◆ Dataset records:

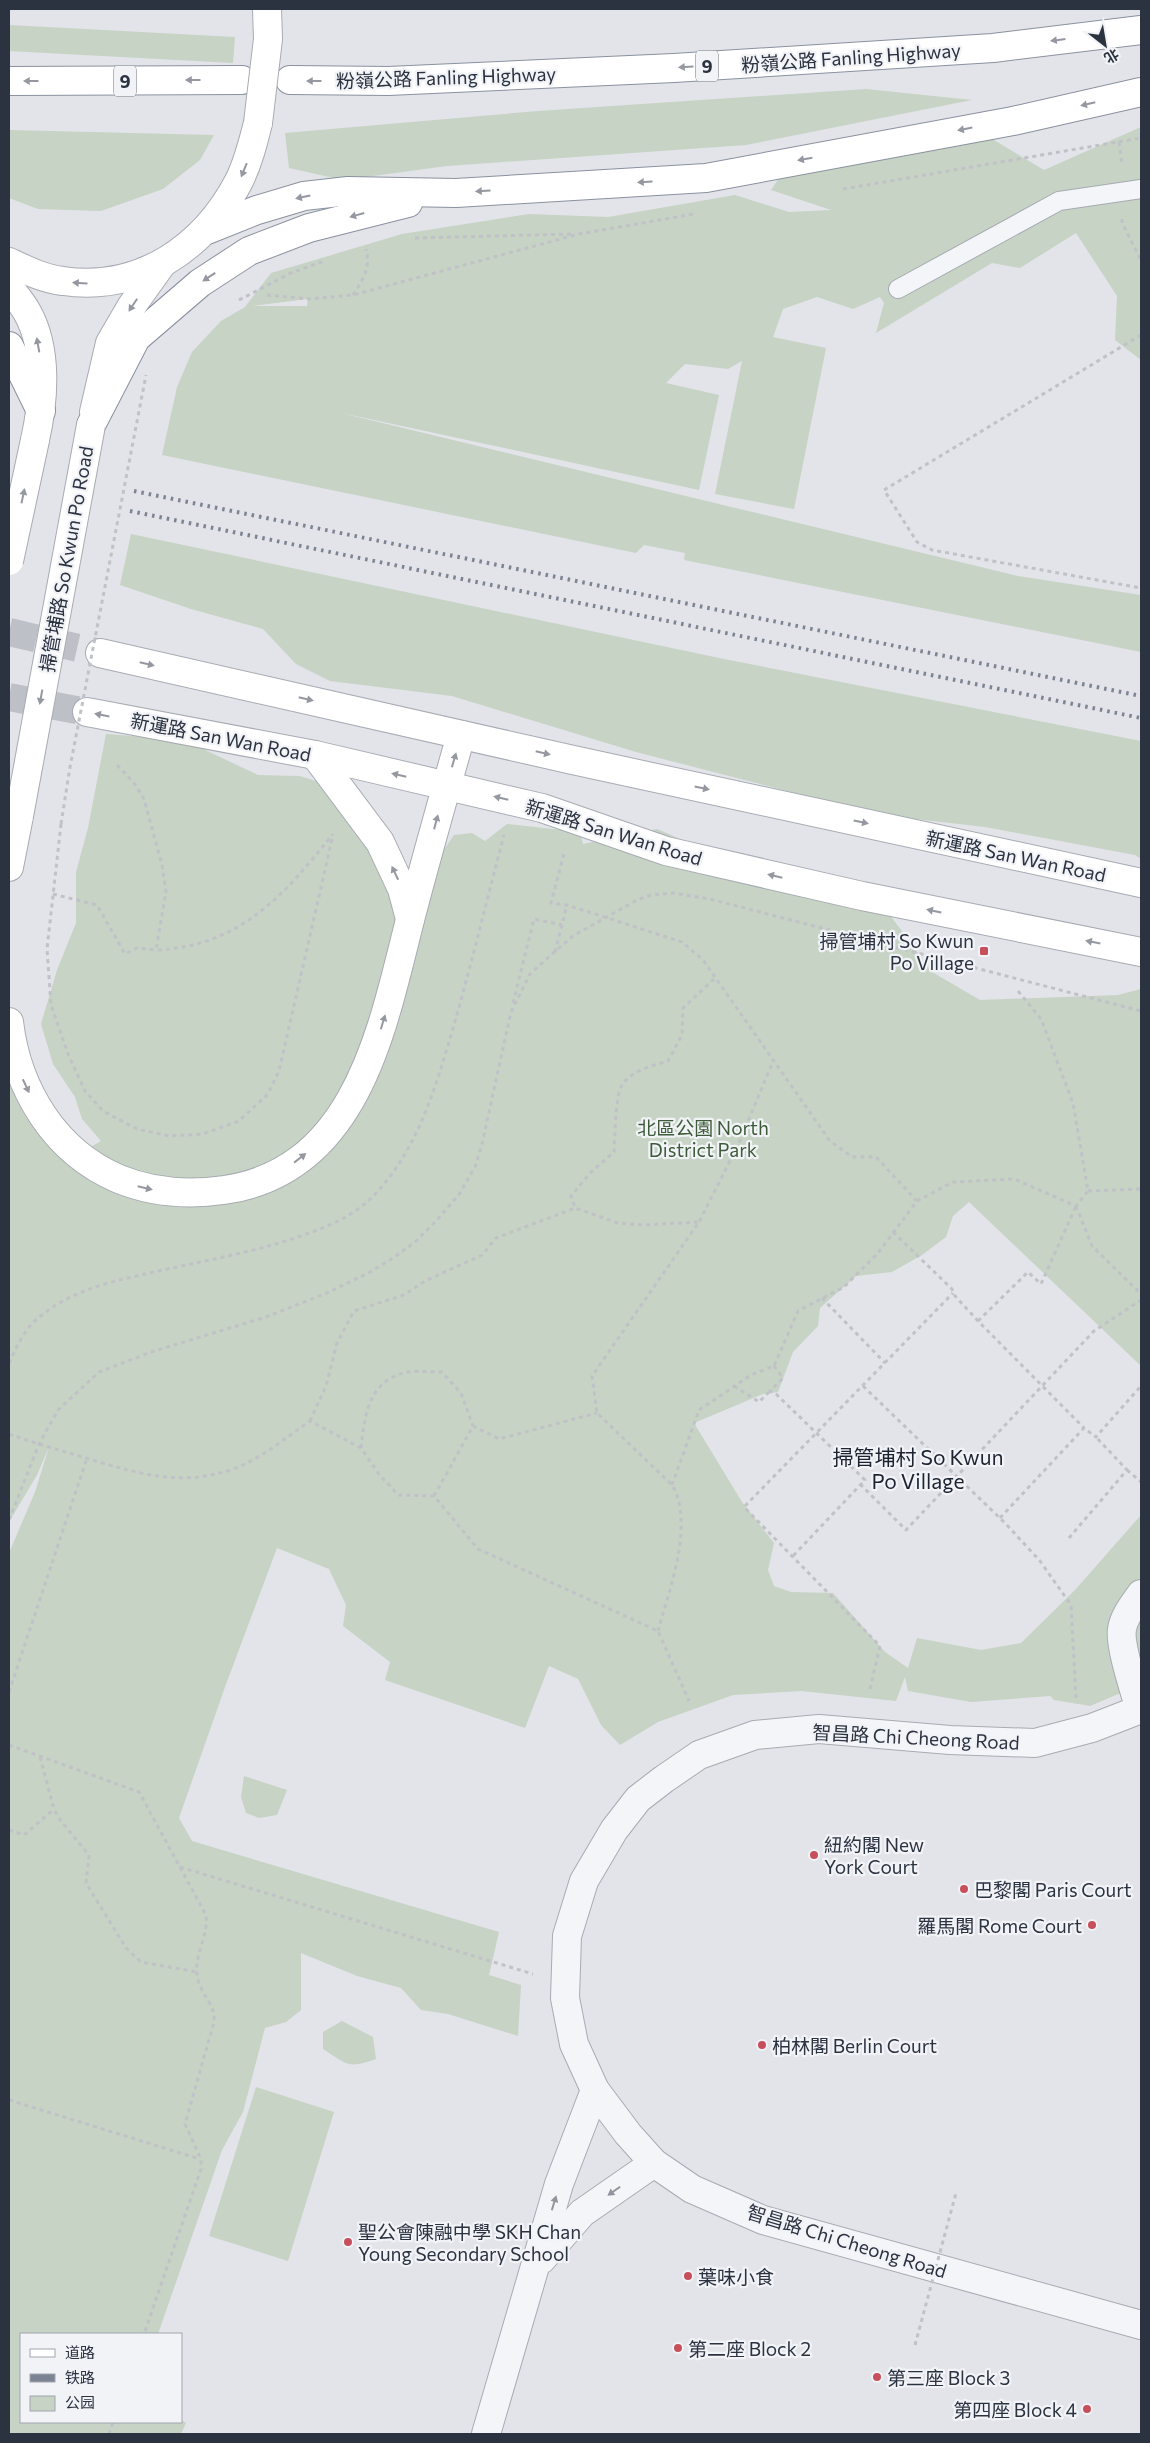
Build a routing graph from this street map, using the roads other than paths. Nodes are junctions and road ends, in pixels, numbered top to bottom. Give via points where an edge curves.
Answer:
1 (267, 9) edge
2 (1141, 30) edge
3 (242, 80) dead end
4 (290, 80) dead end
5 (9, 81) edge
6 (1141, 92) edge
7 (1134, 190) edge
8 (456, 193) junction
9 (207, 230) junction
10 (9, 262) edge
11 (161, 265) junction
12 (9, 287) edge
13 (898, 289) dead end
14 (9, 346) edge
15 (41, 411) junction
16 (91, 425) junction
17 (9, 560) edge
18 (100, 653) tunnel mouth
19 (87, 712) tunnel mouth
20 (462, 735) junction
21 (314, 755) junction
22 (446, 786) junction
23 (9, 868) edge
24 (1141, 883) edge
25 (410, 920) junction
26 (1141, 952) edge
27 (9, 1022) edge
28 (1141, 1594) edge
29 (1141, 1709) edge
30 (596, 2090) junction
31 (654, 2163) junction
32 (529, 2283) junction
33 (1141, 2326) edge
34 (486, 2434) edge

1 -> 9 main road, bridge via 268,39 258,124 250,155 239,181
2 -> 4 main road, 粉嶺公路 Fanling Highway / 9 via 993,48 674,68 388,81
3 -> 5 main road, 9
6 -> 8 main road via 1013,121 706,178
7 - 13 lane via 1059,201
8 -> 9 main road via 348,191 304,196
8 -> 16 main road via 309,228 249,251 200,284 136,338
9 - 11 main road
11 -> 10 main road via 118,280 90,283 61,281
11 -> 16 main road, 掃管埔路 So Kwun Po Road via 110,343
15 -> 12 main road via 38,341 27,312
14 - 15 main road
17 -> 15 main road, bridge
16 -> 23 main road, 掃管埔路 So Kwun Po Road, bridge
18 -> 20 main road, 新運路 San Wan Road
21 -> 19 main road, 新運路 San Wan Road
22 -> 20 main road
20 -> 24 main road, 新運路 San Wan Road
22 -> 21 main road, 新運路 San Wan Road
25 -> 21 main road via 402,889 380,842
25 -> 22 main road
26 -> 22 main road, 新運路 San Wan Road via 862,896 666,850 542,808
27 -> 25 main road via 16,1062 38,1110 69,1147 92,1164 133,1185 156,1190 207,1192 236,1188 263,1180 290,1166 333,1126 348,1105 374,1053
28 - 29 street via 1130,1609 1122,1629 1122,1642
29 - 30 street, 智昌路 Chi Cheong Road via 1092,1728 1025,1744 819,1729 755,1735 699,1755 664,1778 638,1799 614,1830 584,1881 568,1936 565,1998 574,2044
30 - 31 street, 智昌路 Chi Cheong Road
32 -> 30 street via 559,2184
31 -> 32 street via 582,2213 555,2242
31 - 33 street, 智昌路 Chi Cheong Road via 692,2189 763,2220
32 - 34 street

◆ WORK TASK: From the entries, report each line that includes the word "bridge".

◆ ANSWER BOX:
1 -> 9 main road, bridge via 268,39 258,124 250,155 239,181
17 -> 15 main road, bridge
16 -> 23 main road, 掃管埔路 So Kwun Po Road, bridge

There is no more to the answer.